(Task): Your task is to filter the data below down to the lines holding "void".

Stored data entries:
◇ ◇ ◇ ◇ ◇

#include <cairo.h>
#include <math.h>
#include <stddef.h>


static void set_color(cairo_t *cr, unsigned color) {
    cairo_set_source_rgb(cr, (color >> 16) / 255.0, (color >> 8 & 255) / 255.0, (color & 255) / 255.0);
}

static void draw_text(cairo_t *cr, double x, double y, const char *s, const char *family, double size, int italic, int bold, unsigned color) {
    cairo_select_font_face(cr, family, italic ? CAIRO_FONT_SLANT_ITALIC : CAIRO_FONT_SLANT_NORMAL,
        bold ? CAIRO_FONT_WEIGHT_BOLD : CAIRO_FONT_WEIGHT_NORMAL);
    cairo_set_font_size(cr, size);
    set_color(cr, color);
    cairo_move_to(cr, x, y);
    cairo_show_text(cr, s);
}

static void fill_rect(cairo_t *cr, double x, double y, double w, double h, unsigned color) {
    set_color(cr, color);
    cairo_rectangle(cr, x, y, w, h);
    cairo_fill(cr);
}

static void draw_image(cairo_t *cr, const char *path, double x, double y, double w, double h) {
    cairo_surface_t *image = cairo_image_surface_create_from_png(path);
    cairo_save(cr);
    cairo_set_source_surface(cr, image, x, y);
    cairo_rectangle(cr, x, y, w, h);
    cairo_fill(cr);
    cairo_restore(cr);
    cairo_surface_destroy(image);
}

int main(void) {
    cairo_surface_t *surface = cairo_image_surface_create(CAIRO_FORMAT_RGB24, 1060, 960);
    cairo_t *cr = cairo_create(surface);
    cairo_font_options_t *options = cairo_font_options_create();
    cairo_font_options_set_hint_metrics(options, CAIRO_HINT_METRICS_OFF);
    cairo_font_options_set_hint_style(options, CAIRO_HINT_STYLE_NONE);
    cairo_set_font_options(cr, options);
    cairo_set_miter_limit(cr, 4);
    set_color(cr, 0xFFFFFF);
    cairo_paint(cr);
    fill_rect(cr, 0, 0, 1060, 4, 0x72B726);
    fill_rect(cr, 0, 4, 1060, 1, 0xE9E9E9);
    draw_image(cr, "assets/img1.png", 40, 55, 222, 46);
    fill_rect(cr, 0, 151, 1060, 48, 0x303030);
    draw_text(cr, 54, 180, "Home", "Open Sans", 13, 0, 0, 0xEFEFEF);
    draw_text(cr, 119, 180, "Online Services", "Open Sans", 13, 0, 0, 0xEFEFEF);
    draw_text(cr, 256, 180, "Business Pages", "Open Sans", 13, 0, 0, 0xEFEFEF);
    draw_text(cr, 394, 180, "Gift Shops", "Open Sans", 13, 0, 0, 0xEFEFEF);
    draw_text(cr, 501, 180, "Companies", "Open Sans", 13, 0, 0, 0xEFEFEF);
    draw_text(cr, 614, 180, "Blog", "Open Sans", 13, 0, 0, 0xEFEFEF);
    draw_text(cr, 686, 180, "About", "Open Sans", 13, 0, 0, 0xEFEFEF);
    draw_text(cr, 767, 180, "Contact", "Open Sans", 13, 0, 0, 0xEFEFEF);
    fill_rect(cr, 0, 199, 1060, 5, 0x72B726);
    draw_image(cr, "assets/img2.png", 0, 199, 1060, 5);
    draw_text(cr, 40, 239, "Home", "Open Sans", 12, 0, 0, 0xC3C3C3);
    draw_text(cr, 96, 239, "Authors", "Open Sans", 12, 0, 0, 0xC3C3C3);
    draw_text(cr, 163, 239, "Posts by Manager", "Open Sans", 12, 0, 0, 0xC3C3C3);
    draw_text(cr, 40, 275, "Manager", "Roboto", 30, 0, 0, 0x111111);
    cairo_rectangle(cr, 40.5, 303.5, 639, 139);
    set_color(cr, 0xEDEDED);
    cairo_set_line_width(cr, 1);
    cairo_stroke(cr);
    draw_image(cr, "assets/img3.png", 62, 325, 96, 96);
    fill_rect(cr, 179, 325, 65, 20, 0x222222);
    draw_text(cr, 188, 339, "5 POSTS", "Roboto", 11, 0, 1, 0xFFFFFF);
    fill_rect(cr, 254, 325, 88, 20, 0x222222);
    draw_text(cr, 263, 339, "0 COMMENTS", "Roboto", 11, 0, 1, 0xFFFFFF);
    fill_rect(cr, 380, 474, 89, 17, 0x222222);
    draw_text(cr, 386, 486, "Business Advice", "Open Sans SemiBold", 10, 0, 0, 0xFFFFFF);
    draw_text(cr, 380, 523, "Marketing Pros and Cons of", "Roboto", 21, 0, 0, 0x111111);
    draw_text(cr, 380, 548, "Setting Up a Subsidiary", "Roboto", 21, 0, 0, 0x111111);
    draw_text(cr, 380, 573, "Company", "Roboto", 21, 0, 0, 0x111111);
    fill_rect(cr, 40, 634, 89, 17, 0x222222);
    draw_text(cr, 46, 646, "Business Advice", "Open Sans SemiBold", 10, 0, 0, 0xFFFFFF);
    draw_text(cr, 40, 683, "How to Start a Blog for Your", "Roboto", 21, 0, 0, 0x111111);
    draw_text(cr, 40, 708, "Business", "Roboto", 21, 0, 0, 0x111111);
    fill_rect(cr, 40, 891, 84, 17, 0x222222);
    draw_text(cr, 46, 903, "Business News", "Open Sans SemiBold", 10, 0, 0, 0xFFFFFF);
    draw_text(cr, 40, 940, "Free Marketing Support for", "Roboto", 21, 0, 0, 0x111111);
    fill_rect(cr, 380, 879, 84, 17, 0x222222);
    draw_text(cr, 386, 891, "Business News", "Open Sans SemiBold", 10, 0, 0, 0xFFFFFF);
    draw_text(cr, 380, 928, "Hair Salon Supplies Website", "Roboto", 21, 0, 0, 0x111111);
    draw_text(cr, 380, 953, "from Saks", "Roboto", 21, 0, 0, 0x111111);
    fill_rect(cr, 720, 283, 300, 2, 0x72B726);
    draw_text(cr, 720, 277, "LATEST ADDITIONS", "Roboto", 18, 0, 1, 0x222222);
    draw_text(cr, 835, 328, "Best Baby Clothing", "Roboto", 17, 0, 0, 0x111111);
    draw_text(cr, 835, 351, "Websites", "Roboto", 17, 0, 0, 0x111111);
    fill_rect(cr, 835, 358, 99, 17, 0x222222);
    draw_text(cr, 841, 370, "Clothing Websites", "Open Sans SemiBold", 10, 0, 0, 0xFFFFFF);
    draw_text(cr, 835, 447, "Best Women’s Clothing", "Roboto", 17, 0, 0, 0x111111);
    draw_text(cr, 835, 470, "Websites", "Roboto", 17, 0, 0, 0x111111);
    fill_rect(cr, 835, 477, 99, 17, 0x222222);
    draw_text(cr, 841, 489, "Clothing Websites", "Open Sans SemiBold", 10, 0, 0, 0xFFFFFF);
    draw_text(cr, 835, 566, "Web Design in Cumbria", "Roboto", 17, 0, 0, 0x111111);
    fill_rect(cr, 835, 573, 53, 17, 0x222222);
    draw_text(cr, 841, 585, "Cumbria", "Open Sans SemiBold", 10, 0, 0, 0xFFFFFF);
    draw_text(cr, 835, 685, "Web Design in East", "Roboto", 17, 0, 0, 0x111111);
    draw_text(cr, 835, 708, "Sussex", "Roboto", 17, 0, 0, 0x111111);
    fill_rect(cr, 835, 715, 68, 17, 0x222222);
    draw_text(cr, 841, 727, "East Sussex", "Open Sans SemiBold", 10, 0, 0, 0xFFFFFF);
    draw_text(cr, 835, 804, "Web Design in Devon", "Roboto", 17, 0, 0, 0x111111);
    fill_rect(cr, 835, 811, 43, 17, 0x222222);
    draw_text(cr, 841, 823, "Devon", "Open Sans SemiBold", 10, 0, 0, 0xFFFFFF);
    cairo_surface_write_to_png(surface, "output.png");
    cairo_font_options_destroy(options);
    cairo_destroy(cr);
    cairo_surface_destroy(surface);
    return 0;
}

◇ ◇ ◇ ◇ ◇

(Your solution):
static void set_color(cairo_t *cr, unsigned color) {
static void draw_text(cairo_t *cr, double x, double y, const char *s, const char *family, double size, int italic, int bold, unsigned color) {
static void fill_rect(cairo_t *cr, double x, double y, double w, double h, unsigned color) {
static void draw_image(cairo_t *cr, const char *path, double x, double y, double w, double h) {
int main(void) {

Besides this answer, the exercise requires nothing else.